No conocía esta foto de Elliott Erwitt, uno de esos fotógrafos menos interesados por los aspectos formales de su arte (con excepciones como su monumental Brighton Beach, 1956) que por captar la singularidad del instante o, diría un detractor, lo pintoresco.

“Spain, Valencia, 1952”. Resulta difícil no quedar atrapado por el encanto de esta escena. Una pareja baila absorta en el interior de una cocina en una mañana soleada. La luz de lo que creemos eterno es siempre la buena luz de las primeras horas del día. Las alpargatas y la ropa de trabajo nos predisponen a favor de ambos, nos hacen pensar que trabajan con sus manos y que sus cuerpos aún jóvenes conocen los grandes cansancios del obrero. Nos choca imaginar ese desenfado en la que imaginamos casta y sobria España de los 50, hasta que nos enteramos de que en realidad se trata del fotógrafo Robert Frank y su esposa Mary. No debería afectarnos, a veces, solo a veces, la escueta verdad no es tan importante como lo que la imagen nos dice.

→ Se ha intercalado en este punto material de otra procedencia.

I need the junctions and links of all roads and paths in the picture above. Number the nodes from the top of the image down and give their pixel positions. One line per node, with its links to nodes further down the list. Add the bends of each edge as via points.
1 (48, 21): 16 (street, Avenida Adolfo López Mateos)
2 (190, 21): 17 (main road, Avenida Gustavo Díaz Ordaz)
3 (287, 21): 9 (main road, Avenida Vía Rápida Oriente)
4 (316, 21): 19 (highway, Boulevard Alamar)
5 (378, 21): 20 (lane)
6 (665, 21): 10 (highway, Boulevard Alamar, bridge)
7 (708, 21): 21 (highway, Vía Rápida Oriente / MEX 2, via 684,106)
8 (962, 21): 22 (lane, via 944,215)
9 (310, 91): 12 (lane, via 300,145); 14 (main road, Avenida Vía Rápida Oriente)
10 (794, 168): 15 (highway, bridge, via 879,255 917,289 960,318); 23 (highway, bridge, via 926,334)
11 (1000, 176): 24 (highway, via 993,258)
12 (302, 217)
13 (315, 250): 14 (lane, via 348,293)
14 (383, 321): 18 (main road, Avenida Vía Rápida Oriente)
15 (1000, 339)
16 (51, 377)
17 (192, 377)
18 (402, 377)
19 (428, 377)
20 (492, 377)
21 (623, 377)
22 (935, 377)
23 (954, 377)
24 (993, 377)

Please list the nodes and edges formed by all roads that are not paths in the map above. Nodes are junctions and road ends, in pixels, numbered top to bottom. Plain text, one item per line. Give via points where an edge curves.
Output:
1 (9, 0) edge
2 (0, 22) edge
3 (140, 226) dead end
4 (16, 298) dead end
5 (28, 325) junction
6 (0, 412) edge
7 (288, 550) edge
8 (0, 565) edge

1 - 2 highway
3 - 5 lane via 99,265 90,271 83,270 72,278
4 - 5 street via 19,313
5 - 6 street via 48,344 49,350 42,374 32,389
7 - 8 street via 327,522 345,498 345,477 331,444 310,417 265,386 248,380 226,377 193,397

¿Y qué nos dice? La fotografía nos habla de la posibilidad de la alegría. Incluso en un mundo árido ―y la sociedad española del momento, hecha de escasez y decencia obligatoria lo era― los seres humanos podemos construir islas de libertad fuera de la tiranía de las costumbres. En el espacio de lo privado una pareja escucha alguna canción en la radio ―no se ha hablado lo suficiente sobre las relaciones entre la idea de la felicidad y la música popular― y espontáneamente se entrega al baile.

Existe un eros conyugal a menudo desdeñado por el eterno adolescente. Vivir juntos, repetir lo que hicieron nuestros padres, casi como jugando a ser adultos. Se habita un espacio acotado, un reino de privacidad que embellecemos con nuestros medios modestos, algo que es nuestro, de los dos, cada rincón saturado de ternuras y dulces obscenidades. Contaba Frederic Raphael, el guionista de Eyes Wide Shut, que a Stanley Kubrick le fascinaba la figura de una mujer desnuda que abre de noche un frigorífico. Con los años se pierde la voluntad de una nueva convivencia, nos volvemos demasiado egoístas, demasiado maniáticos. Peores.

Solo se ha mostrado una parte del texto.